Para comenzar hablar de ello es necesario saber que la glucosa es el sustrato principal del que obtiene energía nuestro cuerpo.

El cuerpo humano presenta diferentes órganos y tejidos, de los cuales existen aquellos que necesitan la glucosa como molécula fundamental y los que no.

Entre los que necesitan la glucosa encontramos el tejido músculo-esquelético. Pero, ¿cómo obtiene el tejido músculo-esquelético la glucosa? La glucosa se introduce las células del tejido a través de la insulina.

En un estado de equilibrio, la insulina se une a un receptor de la membrana celular y permite que la glucosa se introduzca en el interior de la célula. Sin embargo, este receptor se puede sensibilizar.

Cuando el receptor se sensibiliza la insulina no es capaz de unirse al mismo, lo que se denomina RESISTENCIA A LA INSULINA. Y ¿cómo se sensibiliza este receptor? Cuando existe mucha glucosa en sangre, el páncreas segrega más insulina que la que el receptor puede captar, provocando este estado de sensibilización y un cúmulo de glucosa en sangre.

¿Qué sucede si existe una resistencia a la insulina? Que la célula no va a poder obtener la glucosa (a pesar de que exista gran cantidad en sangre) y si no obtiene su sustrato principal, la célula entra en apoptosis, en muerte celular.

Si las células músculo-esqueléticas comienzan a morir, se produce daño en el tejido dando lugar a los conocidos dolores musculares, ligamentosos u óseos.

Por tanto, la resistencia a la insulina, entre otros factores, es una de las principales causas de problemas en el tejido músculo-esquelético.

Por otra parte, la glucosa que queda en sangre se transforma en triglicéridos, es decir, en grasa. Entonces el adipocito (célula del tejido graso) aumenta su tamaño y al hacerse más grande comienza a liberar sustancias inflamatorias (citoquinas).

¿Qué hacen las citoquinas? Las citoquinas aumentan la inflamación de los diferentes tejidos y sensibilizan a los receptores de dolor. Entonces, si ya existe un tejido dañado; aumentaremos la inflamación y el dolor en el mismo. Afectando al tejido más perjudicado en esta situación: al tejido músculo-esquelético.

 

¿Qué podemos hacer contra la resistencia a la insulina?

Lo principal es que nuestro cuerpo agote las reservas de glucosa presentes en sangre y que el organismo vuelva a su equilibrio. Además, si agotamos estas reservas impedimos que se transformen en grasa y por consiguiente, la liberación de sustancias inflamatorias, disminuyendo la inflamación y el dolor.
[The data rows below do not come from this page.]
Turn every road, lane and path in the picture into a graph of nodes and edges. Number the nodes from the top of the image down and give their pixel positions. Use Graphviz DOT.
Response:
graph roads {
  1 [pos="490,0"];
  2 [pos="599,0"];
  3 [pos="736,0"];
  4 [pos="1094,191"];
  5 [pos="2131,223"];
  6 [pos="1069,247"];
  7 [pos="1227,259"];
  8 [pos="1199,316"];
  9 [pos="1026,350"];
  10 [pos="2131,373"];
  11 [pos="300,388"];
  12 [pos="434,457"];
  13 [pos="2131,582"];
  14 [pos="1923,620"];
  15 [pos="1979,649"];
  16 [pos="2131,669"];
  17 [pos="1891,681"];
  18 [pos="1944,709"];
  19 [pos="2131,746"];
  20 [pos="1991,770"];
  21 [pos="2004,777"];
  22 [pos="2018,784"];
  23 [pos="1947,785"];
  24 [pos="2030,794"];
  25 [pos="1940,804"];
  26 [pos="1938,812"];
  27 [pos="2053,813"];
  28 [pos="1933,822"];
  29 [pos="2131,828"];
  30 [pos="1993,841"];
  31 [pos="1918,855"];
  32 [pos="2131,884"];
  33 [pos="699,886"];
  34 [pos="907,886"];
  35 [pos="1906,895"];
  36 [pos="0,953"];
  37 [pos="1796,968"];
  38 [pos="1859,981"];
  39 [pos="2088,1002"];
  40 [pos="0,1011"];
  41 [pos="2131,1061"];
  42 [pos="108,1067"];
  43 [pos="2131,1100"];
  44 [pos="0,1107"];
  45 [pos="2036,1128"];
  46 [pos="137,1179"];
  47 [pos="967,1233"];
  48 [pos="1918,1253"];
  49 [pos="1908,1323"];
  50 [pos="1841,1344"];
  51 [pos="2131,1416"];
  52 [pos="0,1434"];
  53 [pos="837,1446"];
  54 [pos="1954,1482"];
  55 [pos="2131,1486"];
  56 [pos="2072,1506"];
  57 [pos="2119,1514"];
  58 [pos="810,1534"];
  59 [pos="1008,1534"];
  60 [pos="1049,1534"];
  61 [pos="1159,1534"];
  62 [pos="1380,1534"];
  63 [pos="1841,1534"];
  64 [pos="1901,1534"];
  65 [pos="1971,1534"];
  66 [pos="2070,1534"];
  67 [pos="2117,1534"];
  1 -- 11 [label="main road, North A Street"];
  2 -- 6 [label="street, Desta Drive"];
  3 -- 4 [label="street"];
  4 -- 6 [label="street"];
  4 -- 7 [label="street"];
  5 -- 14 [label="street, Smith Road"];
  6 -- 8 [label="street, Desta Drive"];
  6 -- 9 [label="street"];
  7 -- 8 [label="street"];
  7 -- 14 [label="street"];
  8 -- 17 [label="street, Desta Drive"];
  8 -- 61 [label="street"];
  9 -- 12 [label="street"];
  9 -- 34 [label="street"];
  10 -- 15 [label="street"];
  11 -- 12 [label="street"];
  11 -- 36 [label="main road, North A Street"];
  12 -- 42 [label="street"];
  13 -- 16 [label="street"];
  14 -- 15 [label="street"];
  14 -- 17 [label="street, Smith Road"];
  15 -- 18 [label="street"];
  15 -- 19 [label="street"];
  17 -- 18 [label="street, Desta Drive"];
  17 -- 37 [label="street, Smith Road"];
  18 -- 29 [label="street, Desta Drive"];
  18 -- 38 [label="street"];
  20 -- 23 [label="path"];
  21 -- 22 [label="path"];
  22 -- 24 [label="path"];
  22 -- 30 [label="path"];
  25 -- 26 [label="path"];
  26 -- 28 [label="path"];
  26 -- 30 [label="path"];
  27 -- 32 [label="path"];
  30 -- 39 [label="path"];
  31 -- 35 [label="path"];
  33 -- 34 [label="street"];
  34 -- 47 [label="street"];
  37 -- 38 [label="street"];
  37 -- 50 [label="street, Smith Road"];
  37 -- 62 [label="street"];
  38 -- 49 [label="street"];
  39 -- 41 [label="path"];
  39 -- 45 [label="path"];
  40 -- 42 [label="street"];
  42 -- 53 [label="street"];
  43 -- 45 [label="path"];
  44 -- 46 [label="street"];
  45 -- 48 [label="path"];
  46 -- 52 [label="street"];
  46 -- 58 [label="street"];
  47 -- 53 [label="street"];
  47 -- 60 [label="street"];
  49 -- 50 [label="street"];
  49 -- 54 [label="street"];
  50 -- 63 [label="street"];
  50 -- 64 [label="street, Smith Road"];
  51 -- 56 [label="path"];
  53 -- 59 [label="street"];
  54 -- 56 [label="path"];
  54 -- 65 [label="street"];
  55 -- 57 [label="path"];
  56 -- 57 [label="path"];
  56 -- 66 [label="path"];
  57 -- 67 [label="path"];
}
Una de las formas de agotar la glucosa en sangre es realizar periodos de AYUNO INTERMITENTE ¿Por qué ayuno? Porque así nuestro organismo no obtiene la glucosa de los alimentos sin antes consumir todas las reservas presentes en la sangre.

Al disminuir las reservas de glucosa, el organismo, comienza a obtener este sustrato de lo que tiene almacenado, es decir, del tejido graso. Comienza entonces el proceso de “ruptura” de ácidos grasos en los que disminuirá el tamaño el adipocito y dejará de inflamar a los tejidos.

Otro aspecto fundamental y muy importante, para favorecer la oxidación de las grasas es el EJERCICIO FÍSICO. En el ejercicio físico prepondera el rol del sistema músculo-esquelético. Este sistema, aparte de ser el principal receptor de insulina también tiene una gran capacidad de oxidar ácidos grasos.

Como hemos comentado cuando existe resistencia a la insulina el músculo no va a ser capaz de captar glucosa, por tanto obtendrá energía a través de la oxidación de ácidos grasos. Resulta, que este proceso tiene un rendimiento energético mayor.

Por otra parte, el músculo libera una serie de proteínas llamadas miokinas las cuales modulan la inflamación. En particular, la miokina IL-6, a parte de su función antiinflamatoria, tiene una relación directa en la disminución de la resistencia a la insulina.

Con lo expuesto anteriormente, si combinamos el AYUNO INTERMITENTE con el EJERCICIO FÍSICO favorecemos un metabolismo más energético, reducir la resistencia a la insulina, mejorar el dolor y la inflamación. Un aspecto fundamental a tener en cuenta cuando existe una patología en el sistema músculo-esquelético.

Por tanto, es fundamental, en caso de dolores del sistema músculo-esquelético, acudir a un profesional sanitario adecuado que en combinación de estos consejos nos guíe y ayude a llegar a un ESTADO DE SALUD ÓPTIMO.